Syngenta
- Full name: Syngenta Football Club
- Nickname(s): The Dyes
- Founded: 1960
- Dissolved: 2023
- Website: https://syngentafc.com/
| Home colours | Away colours |

= Syngenta F.C. =

Syngenta Football Club was a Scottish football club based in Grangemouth. They competed in the East of Scotland Football League and played their home games at Ochilview Park in Stenhousemuir; they folded midway through the 2022–23 season.

The club was founded in 1960 as ICI Juveniles, changing to Syngenta in November 2000.

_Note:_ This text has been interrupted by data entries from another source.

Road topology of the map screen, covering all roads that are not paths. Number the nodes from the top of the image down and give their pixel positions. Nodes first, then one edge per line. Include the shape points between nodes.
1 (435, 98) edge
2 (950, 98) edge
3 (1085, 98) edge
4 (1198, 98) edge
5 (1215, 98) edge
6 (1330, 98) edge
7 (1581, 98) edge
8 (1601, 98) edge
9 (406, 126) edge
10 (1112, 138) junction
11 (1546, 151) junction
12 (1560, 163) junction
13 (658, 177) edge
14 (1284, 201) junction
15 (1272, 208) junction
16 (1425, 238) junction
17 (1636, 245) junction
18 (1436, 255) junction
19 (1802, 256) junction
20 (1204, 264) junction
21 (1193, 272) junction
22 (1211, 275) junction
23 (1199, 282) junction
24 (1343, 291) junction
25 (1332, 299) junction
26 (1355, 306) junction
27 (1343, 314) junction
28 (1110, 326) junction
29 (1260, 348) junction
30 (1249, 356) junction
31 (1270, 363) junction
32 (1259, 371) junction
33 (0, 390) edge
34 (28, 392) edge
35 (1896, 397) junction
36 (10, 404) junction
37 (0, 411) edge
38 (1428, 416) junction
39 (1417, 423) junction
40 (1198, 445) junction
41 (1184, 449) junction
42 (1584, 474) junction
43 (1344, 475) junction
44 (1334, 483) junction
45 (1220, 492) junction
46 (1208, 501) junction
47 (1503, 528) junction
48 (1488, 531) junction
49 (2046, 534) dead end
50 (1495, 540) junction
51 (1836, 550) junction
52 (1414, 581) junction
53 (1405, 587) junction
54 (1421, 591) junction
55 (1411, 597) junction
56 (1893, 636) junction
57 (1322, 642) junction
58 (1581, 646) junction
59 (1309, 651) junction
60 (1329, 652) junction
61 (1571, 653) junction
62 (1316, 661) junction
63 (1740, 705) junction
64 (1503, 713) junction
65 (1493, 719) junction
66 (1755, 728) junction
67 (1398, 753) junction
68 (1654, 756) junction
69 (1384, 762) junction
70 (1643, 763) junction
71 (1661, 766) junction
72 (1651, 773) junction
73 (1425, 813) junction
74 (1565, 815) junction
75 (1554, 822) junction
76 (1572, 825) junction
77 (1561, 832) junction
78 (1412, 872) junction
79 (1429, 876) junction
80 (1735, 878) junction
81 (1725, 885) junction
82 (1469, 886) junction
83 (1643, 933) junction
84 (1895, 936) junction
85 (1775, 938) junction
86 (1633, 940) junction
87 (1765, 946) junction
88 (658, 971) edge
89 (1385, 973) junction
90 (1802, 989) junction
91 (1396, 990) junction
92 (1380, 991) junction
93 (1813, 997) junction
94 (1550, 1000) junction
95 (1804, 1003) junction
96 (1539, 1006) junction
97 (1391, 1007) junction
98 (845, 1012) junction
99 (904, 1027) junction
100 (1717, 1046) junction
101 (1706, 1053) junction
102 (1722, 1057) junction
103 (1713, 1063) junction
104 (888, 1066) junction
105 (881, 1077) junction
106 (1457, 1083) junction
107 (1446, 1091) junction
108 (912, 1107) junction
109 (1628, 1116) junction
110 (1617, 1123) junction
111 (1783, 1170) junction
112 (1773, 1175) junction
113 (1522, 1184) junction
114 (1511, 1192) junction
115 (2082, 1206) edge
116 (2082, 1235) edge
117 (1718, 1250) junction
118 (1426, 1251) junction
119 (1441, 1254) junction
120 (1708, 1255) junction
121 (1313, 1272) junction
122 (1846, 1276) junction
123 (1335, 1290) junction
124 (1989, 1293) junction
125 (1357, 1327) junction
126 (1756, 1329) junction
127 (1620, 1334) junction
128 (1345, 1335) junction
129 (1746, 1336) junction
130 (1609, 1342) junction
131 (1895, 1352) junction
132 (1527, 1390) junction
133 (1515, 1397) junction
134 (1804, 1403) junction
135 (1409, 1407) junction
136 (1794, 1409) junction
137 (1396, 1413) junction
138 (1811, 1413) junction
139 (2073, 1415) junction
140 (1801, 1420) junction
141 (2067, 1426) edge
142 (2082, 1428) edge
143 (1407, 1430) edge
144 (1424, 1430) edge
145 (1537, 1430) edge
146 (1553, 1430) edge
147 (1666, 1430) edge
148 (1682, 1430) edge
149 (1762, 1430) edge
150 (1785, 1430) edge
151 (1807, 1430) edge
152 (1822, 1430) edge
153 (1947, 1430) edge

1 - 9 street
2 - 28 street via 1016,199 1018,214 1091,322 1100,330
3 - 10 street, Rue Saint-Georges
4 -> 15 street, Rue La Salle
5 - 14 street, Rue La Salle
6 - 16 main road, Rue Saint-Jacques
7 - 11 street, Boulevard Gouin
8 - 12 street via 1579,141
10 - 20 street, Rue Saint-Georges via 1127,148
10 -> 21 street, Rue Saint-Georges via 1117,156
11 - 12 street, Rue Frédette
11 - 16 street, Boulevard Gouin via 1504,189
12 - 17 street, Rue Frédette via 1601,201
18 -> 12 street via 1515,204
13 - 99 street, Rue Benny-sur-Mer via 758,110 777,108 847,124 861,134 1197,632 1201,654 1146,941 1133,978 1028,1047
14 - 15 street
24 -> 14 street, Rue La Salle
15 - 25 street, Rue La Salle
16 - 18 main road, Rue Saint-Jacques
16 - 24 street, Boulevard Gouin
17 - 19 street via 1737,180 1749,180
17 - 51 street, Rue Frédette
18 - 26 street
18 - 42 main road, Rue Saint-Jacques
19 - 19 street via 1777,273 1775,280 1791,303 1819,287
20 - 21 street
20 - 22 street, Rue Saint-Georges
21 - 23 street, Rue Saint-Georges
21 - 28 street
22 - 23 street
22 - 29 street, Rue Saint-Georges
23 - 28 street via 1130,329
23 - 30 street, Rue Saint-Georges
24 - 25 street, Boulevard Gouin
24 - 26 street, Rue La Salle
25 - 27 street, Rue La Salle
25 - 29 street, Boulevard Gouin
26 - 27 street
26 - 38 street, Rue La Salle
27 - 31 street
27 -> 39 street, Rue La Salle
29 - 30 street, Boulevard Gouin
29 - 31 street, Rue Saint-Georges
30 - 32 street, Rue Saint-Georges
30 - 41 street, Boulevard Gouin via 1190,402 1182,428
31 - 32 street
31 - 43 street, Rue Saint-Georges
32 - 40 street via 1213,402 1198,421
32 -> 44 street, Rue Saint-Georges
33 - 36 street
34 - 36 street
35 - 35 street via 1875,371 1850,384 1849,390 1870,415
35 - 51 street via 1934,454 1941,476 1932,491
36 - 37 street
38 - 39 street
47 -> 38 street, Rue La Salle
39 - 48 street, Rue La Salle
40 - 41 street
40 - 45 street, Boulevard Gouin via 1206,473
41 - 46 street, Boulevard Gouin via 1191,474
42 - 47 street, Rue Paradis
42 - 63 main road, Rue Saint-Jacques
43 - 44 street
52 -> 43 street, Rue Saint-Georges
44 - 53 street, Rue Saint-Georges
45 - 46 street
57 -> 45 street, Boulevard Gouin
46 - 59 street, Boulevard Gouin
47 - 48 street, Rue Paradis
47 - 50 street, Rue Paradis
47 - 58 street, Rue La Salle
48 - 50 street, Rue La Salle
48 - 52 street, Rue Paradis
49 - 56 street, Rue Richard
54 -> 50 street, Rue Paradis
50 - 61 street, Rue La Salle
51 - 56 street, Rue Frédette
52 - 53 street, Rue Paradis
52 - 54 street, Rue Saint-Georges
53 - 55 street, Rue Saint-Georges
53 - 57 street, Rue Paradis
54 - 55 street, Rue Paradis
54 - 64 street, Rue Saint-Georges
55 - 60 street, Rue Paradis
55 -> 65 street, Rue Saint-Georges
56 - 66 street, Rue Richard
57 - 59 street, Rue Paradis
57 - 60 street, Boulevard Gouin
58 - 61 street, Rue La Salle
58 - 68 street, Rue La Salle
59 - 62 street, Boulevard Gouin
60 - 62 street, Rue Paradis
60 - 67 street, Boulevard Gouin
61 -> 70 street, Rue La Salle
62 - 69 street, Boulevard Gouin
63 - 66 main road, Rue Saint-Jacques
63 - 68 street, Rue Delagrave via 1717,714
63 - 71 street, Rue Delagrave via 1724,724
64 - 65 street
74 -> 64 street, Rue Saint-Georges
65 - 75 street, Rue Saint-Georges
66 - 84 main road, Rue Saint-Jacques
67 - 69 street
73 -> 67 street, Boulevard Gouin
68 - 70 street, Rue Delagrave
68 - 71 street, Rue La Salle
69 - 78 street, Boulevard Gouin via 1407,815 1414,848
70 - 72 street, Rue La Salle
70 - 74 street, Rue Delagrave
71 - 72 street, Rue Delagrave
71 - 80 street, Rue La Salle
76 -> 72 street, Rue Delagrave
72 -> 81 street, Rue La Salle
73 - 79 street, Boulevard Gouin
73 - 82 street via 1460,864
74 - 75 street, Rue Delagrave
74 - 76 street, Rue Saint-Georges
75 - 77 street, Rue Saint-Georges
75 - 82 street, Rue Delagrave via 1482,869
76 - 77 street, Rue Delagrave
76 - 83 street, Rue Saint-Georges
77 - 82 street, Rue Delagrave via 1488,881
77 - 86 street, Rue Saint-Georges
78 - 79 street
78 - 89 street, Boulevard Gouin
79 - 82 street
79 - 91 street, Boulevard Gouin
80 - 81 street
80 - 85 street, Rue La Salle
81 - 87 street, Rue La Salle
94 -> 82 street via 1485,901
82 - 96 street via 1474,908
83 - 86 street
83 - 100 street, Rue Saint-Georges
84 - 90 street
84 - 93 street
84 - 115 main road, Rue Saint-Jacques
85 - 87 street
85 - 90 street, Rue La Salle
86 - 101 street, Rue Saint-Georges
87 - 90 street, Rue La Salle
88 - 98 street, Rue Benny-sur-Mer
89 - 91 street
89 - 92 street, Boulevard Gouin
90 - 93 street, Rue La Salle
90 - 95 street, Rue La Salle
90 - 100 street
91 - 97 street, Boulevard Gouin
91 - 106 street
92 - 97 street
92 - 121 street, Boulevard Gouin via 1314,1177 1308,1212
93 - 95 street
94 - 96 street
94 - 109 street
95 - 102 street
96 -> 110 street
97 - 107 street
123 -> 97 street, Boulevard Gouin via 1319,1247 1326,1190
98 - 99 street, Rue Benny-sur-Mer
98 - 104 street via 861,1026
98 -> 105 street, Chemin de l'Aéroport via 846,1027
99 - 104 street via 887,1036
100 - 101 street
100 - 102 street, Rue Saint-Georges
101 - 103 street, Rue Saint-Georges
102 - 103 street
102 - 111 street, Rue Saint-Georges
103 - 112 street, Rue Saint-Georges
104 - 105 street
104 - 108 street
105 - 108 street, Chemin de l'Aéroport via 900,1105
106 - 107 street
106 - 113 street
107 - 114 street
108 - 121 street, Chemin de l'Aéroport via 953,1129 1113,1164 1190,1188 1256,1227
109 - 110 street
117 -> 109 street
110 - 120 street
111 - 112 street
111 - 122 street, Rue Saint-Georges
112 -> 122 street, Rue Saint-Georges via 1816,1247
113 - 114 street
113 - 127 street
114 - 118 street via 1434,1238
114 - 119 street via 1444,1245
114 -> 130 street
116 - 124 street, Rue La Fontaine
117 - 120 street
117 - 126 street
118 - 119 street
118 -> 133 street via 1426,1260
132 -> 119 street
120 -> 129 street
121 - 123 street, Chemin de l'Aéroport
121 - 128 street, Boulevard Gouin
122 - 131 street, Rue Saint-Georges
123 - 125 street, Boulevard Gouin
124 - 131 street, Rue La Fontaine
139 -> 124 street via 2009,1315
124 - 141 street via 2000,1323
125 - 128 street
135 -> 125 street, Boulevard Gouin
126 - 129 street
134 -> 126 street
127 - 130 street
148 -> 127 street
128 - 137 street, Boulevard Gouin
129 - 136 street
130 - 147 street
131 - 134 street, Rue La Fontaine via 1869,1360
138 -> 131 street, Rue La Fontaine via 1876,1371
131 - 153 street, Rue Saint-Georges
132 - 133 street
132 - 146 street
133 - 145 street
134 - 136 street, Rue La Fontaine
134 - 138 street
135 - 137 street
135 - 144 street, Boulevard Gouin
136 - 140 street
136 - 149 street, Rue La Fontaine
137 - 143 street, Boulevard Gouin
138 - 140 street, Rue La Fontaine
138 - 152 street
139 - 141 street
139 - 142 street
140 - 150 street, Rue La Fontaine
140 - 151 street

Having run an adult team in the Stirling & District AFA, they applied to join the East of Scotland League for the 2019–20 season but were rejected due to concerns over the availability of Grangemouth Stadium. Instead, Syngenta successfully applied to join the SJFA East Region's Premier League South, groundsharing with Dunipace at Westfield Park. However they did not complete a full season due to the COVID-19 pandemic.

The club then made their move into the senior pyramid along with nine other SJFA East Region clubs after they were accepted into the East of Scotland League for 2021–22, this time groundsharing at Ochilview Park as part of a strategic partnership with Stenhousemuir. They finished as runners-up in Conference X and gained promotion to the newly formed Second Division for 2022–23.

In June 2022 Syngenta became a full SFA member having gained their club licence, allowing the club to take part in the Scottish Cup and Scottish Youth Cup. However during season 2022–23, Syngenta resigned from the league due to off-field disputes and their results were expunged in March 2023.